Israel to reimburse Palestinians who lost land to Amona outpost

In an unprecedented move, the state has agreed to compensate six Palestinian landowners because it failed to protect their private property.

Amona outpost 370 (photo credit: Tovah Lazaroff )
Amona outpost 370
(photo credit: Tovah Lazaroff )
In an unprecedented move, the state has agreed to compensate six Palestinian landowners because it failed to protect their private property, which is now part of the unauthorized Amona outpost in the West Bank. The Palestinians will also be paid for loss of earnings due to their inability to access the property.
“It is the first time, ever,” that the state has agreed to do this, attorney Michael Sfard, who represented the Palestinians on behalf of the Israeli non-governmental group Yesh Din, told The Jerusalem Post on Wednesday.
He spoke after the state and his clients signed a settlement that ended a 2008 civil claim before a Jerusalem magistrate’s court.
Based on the settlement, the state will pay the landowners NIS 300,000 for 2002 to 2014. If the state does not evacuate the outpost in the next year, the state will pay the Palestinian landowners another NIS 48,000.
Sfard said the compensation figure was not about the value of the land, which would have been much higher, but for these two elements, the state’s failure to protect the property and for the loss of earnings.
What was significant here, Sfard said, is the overall impact on future land cases involving illegal use of Palestinian land in the West Bank. The Amona outpost is located just outside the Ofra settlement in the Binyamin region of the West Bank. According to the 2005 government-sponsored report on West Bank outposts by private attorney Talia Sasson, the outpost was built on private Palestinian property without the necessary permits.
The Construction and Housing Ministry spent NIS 2.16 million in infrastructure for Amona, according to Sasson.
In response to a Yesh Din petition about the outpost’s illegality, the High Court of Justice initially ordered the state to demolish the hilltop community, which has 46 structures and is home to 42 families.
But the demolition has been delayed while a Jerusalem land court adjudicates a purchase claim by the settlers for land on which 16 structures are located.
Amona residents have argued that the demolition order for the outpost relates only to these 16 structures and not the other 30 structures on the outpost, which they say, can now remain. The High Court of Justice is expected to issue a new verdict on the matter.

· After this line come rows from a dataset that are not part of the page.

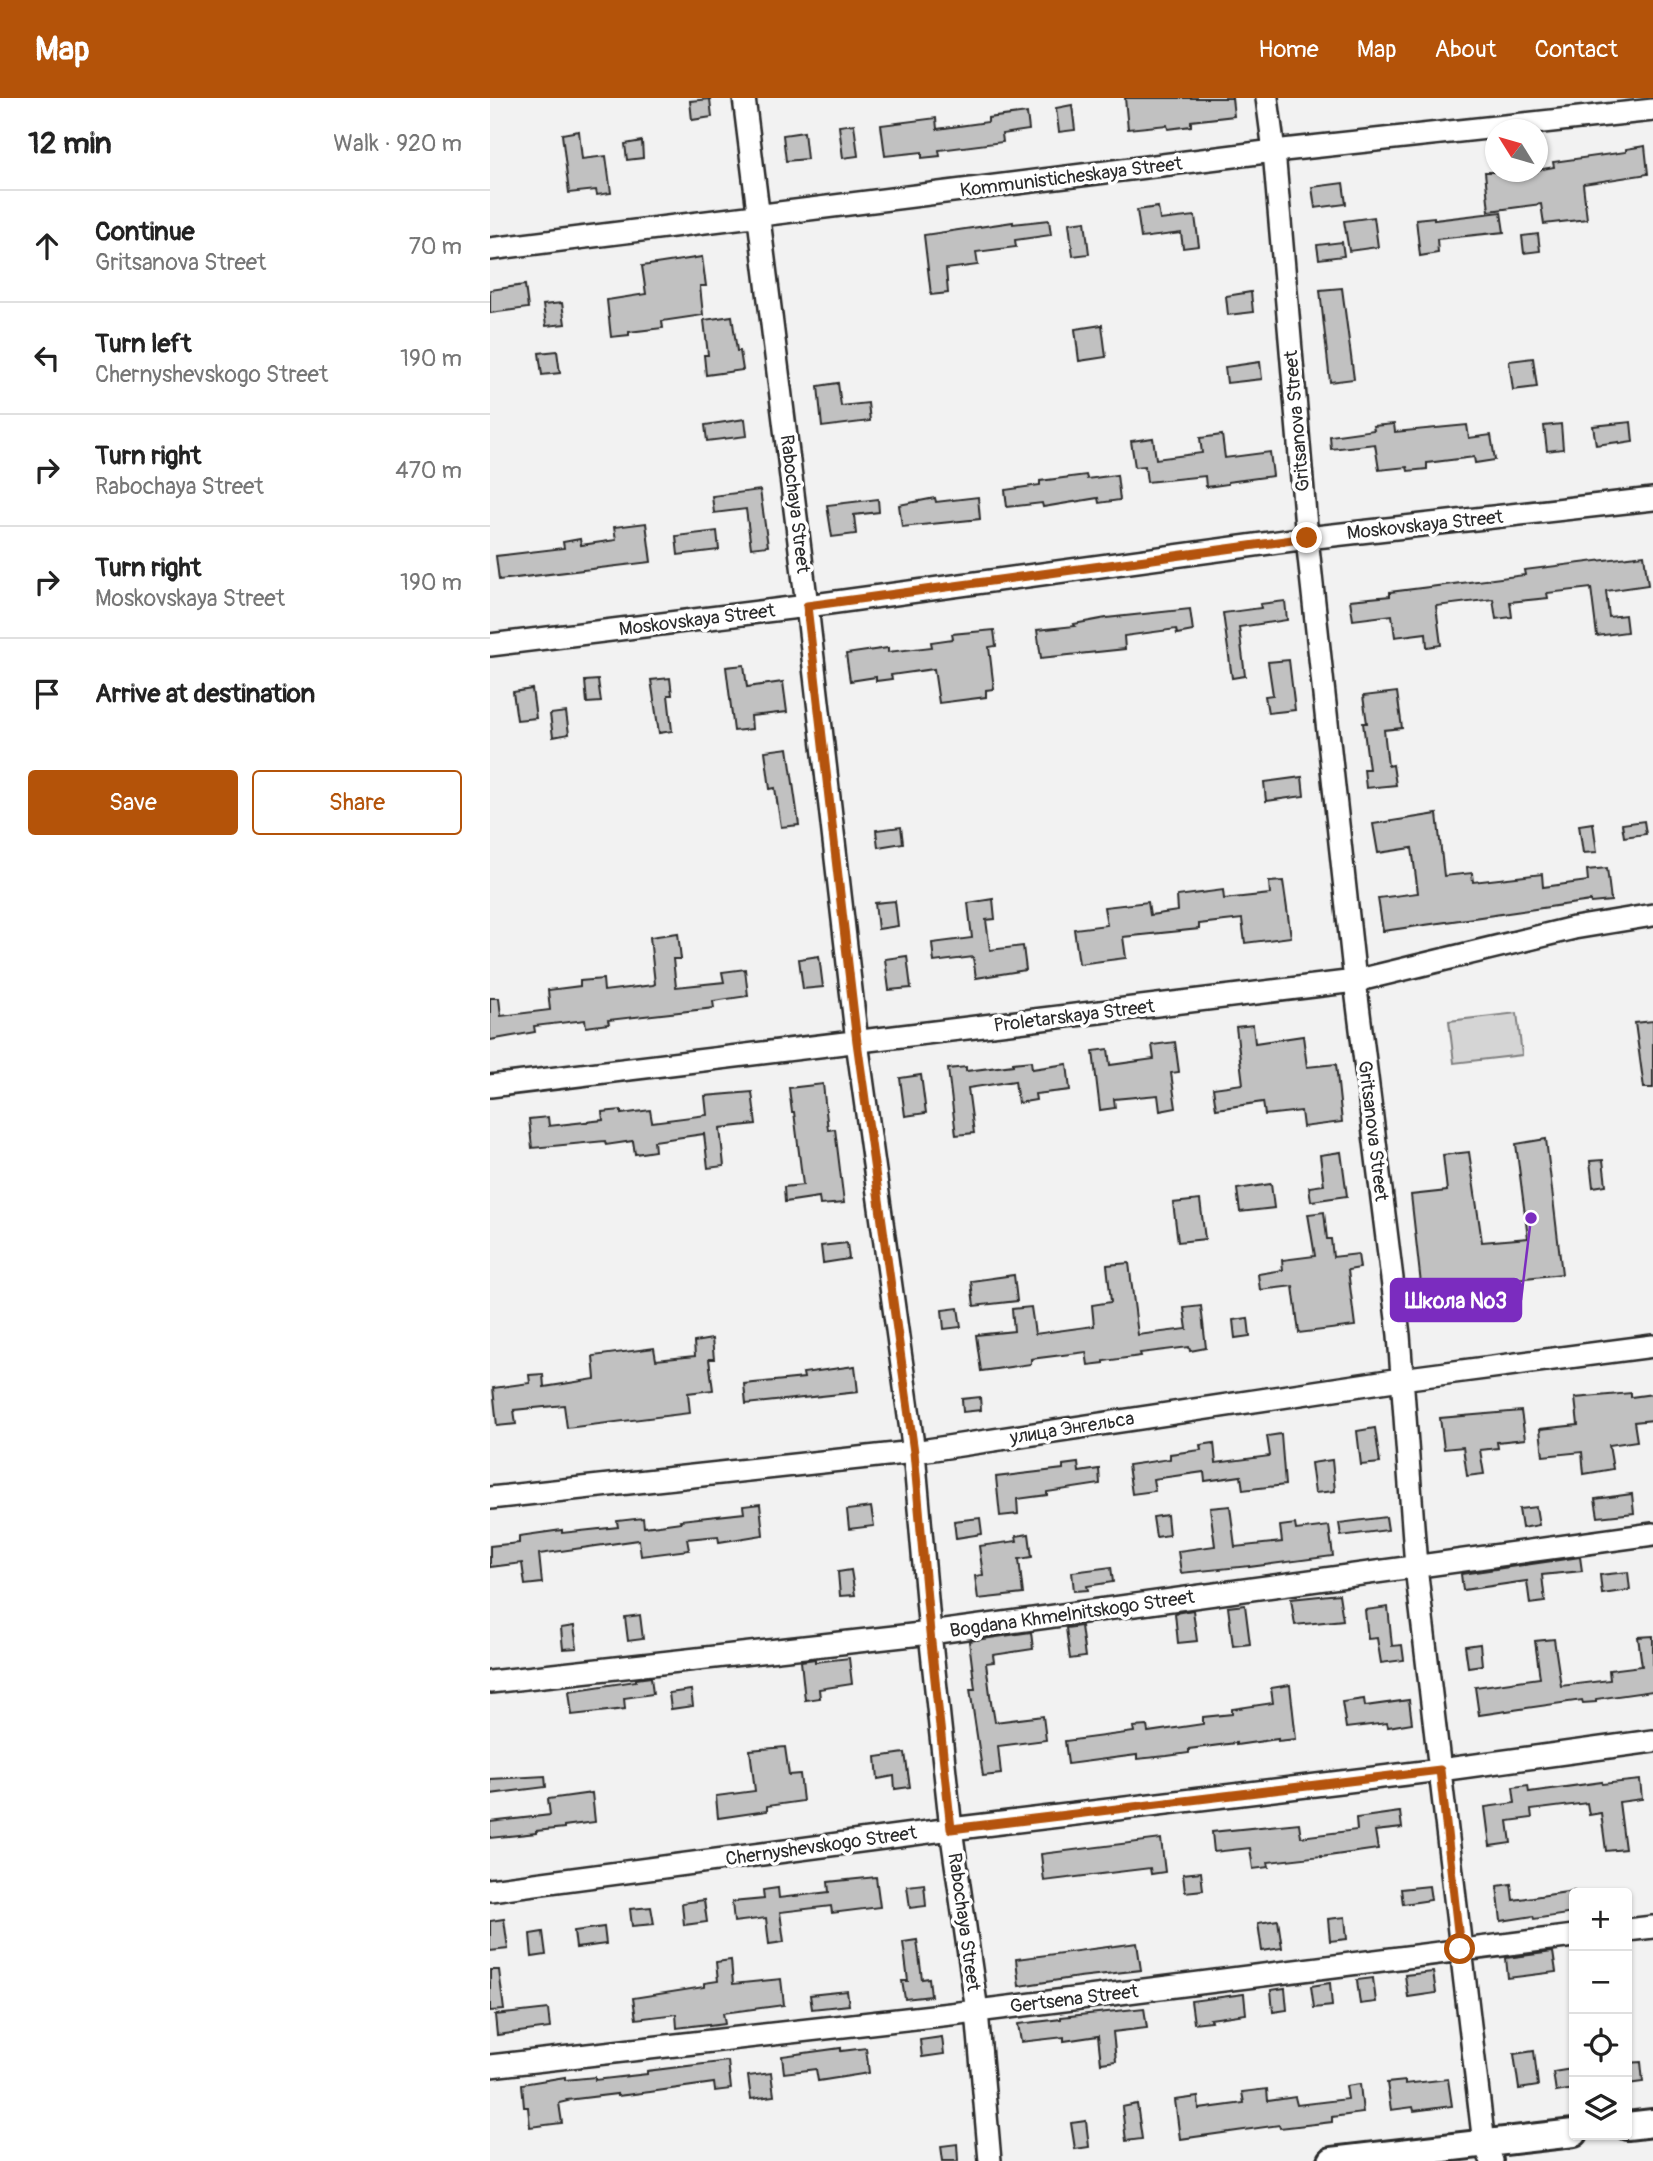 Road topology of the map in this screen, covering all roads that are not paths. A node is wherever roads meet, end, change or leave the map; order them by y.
1 (744, 98) edge
2 (1267, 98) edge
3 (1653, 110) edge
4 (1274, 151) junction
5 (759, 216) junction
6 (490, 249) edge
7 (1653, 499) edge
8 (1307, 538) junction
9 (807, 606) junction
10 (490, 645) edge
11 (1653, 915) edge
12 (1355, 981) junction
13 (857, 1042) junction
14 (490, 1086) edge
15 (1653, 1346) edge
16 (1401, 1379) junction
17 (914, 1452) junction
18 (490, 1498) edge
19 (1653, 1534) edge
20 (1416, 1567) junction
21 (930, 1633) junction
22 (490, 1682) edge
23 (1653, 1741) edge
24 (1440, 1770) junction
25 (951, 1829) junction
26 (490, 1890) edge
27 (1653, 1927) edge
28 (1632, 1929) edge
29 (1569, 1937) edge
30 (1460, 1949) junction
31 (977, 2011) junction
32 (490, 2066) edge
33 (1653, 2123) edge
34 (1632, 2125) edge
35 (1569, 2134) edge
36 (1488, 2152) edge
37 (990, 2161) edge
38 (1332, 2161) edge

1 - 5 street, Rabochaya Street
2 - 4 street, Gritsanova Street
3 - 4 street, Kommunisticheskaya Street
4 - 5 street, Kommunisticheskaya Street
4 - 8 street, Gritsanova Street
5 - 6 street, Kommunisticheskaya Street
5 - 9 street, Rabochaya Street
7 - 8 street, Moskovskaya Street
8 - 9 street, Moskovskaya Street
8 - 12 street, Gritsanova Street
9 - 10 street, Moskovskaya Street
9 - 13 street, Rabochaya Street
11 - 12 street, Proletarskaya Street
12 - 13 street, Proletarskaya Street
12 - 16 street, Gritsanova Street
13 - 14 street, Proletarskaya Street
13 - 17 street, Rabochaya Street
15 - 16 street, улица Энгельса
16 - 17 street, улица Энгельса
16 - 20 street, Gritsanova Street
17 - 18 street, улица Энгельса
17 - 21 street, Rabochaya Street
19 - 20 street, Bogdana Khmelnitskogo Street
20 - 21 street, Bogdana Khmelnitskogo Street
20 - 24 street, Gritsanova Street
21 - 22 street, Bogdana Khmelnitskogo Street
21 - 25 street, Rabochaya Street
23 - 24 street, Chernyshevskogo Street
24 - 25 street, Chernyshevskogo Street
24 - 30 street, Gritsanova Street
25 - 26 street, Chernyshevskogo Street
25 - 31 street, Rabochaya Street
27 - 28 street
29 - 30 street, Gertsena Street
30 - 31 street, Gertsena Street
30 - 36 street, Gritsanova Street
31 - 32 street, Gertsena Street
31 - 37 street, Rabochaya Street
33 - 34 main road
35 - 36 main road
36 - 38 main road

But the NIS 300,000 settlement has no immediate bearing on either the purchase case before a Jerusalem land court or the larger issue of the outpost demolition pending before the High Court of Justice.

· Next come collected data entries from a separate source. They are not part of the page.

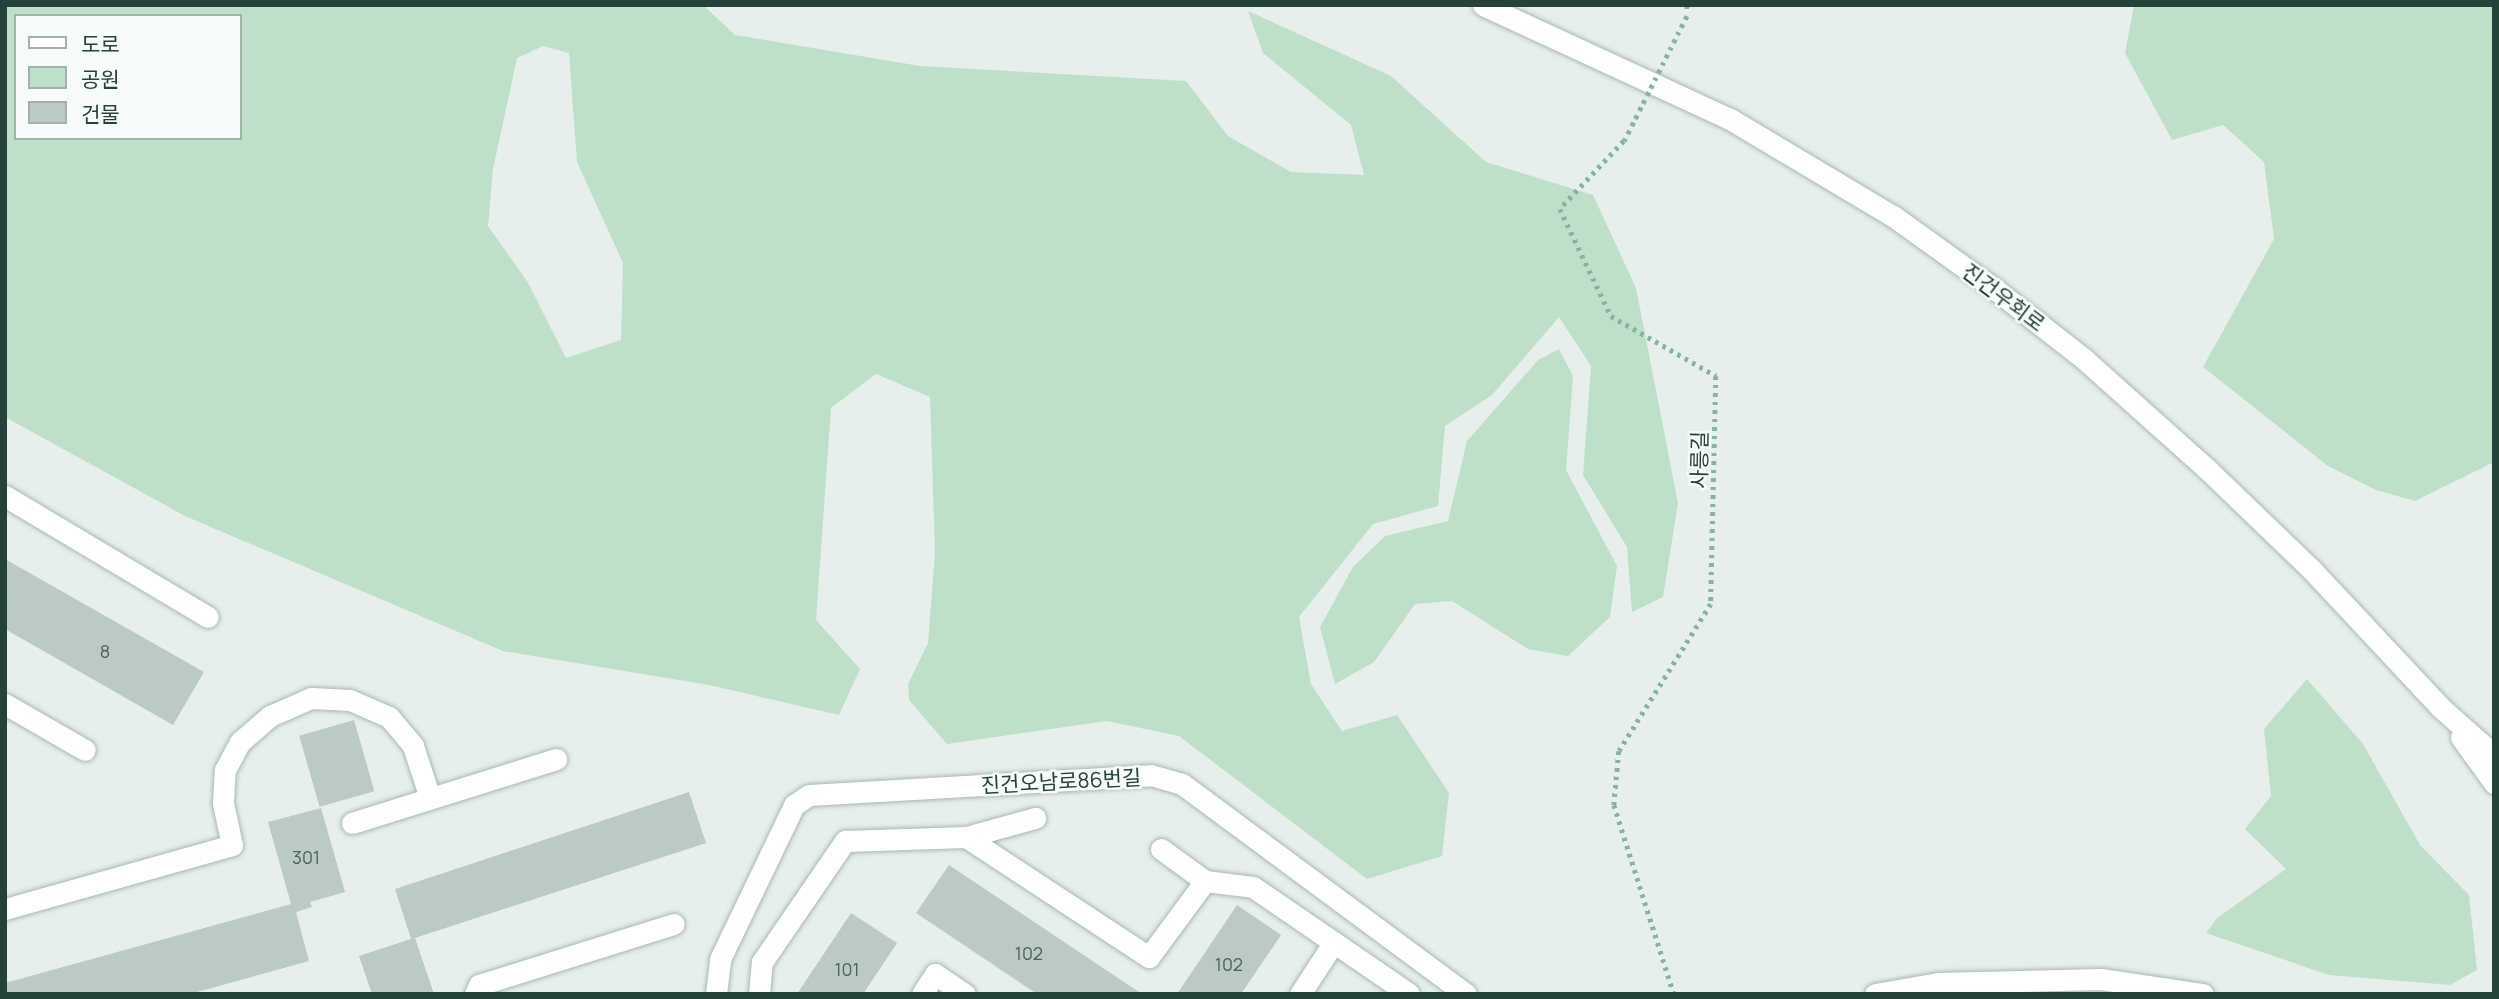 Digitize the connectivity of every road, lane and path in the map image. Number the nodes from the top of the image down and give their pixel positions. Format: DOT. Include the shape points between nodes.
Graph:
graph roads {
  1 [pos="1483,5"];
  2 [pos="1687,5"];
  3 [pos="5,496"];
  4 [pos="208,617"];
  5 [pos="5,704"];
  6 [pos="2440,707"];
  7 [pos="85,750"];
  8 [pos="2494,755"];
  9 [pos="556,759"];
  10 [pos="2494,783"];
  11 [pos="430,798"];
  12 [pos="1035,818"];
  13 [pos="352,823"];
  14 [pos="966,837"];
  15 [pos="1161,849"];
  16 [pos="1205,881"];
  17 [pos="5,908"];
  18 [pos="674,924"];
  19 [pos="1334,942"];
  20 [pos="475,994"];
  21 [pos="716,994"];
  22 [pos="759,994"];
  23 [pos="922,994"];
  24 [pos="965,994"];
  25 [pos="1300,994"];
  26 [pos="1409,994"];
  27 [pos="1466,994"];
  28 [pos="1674,994"];
  29 [pos="1875,994"];
  30 [pos="2203,994"];
  1 -- 6 [label="main road, 진건우회로" via="1730,119 1894,216 1996,290 2084,359 2207,468 2312,570"];
  2 -- 28 [label="path, 사릉길, bridge" via="1688,13 1625,141 1560,209 1611,316 1716,376 1711,604 1619,751 1614,805"];
  3 -- 4 [label="main road"];
  5 -- 7 [label="main road"];
  6 -- 8 [label="main road, 진건우회로"];
  6 -- 10 [label="main road, 진건우회로"];
  9 -- 11 [label="main road"];
  11 -- 13 [label="main road"];
  11 -- 17 [label="main road" via="413,746 389,717 350,700 311,698 270,716 235,752 225,770 223,803 232,845"];
  12 -- 14 [label="main road"];
  14 -- 16 [label="main road" via="1149,957"];
  14 -- 22 [label="main road" via="845,841 762,962"];
  15 -- 16 [label="main road"];
  16 -- 19 [label="main road" via="1253,887"];
  18 -- 20 [label="main road" via="479,985"];
  19 -- 25 [label="main road"];
  19 -- 26 [label="main road"];
  21 -- 27 [label="main road, 진건오남로86번길" via="720,959 794,805 809,795 1150,775 1182,784"];
  23 -- 24 [label="main road" via="935,974"];
  29 -- 30 [label="main road" via="1938,983 2101,979"];
}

Still, Sfard said, he hoped the language in the settlement would be a factor in the other two pending Amona cases.
The main achievement of the settlement, he said, was not the sum of money but the legal text that was used.
“It was more important for us to get a good text, than a good figure,” he said.
“The text is such that the state concedes to several facts; that these lands are privately owned by Palestinians, construction was done illegally and that the state was involved and funded [some of] the construction,” he said.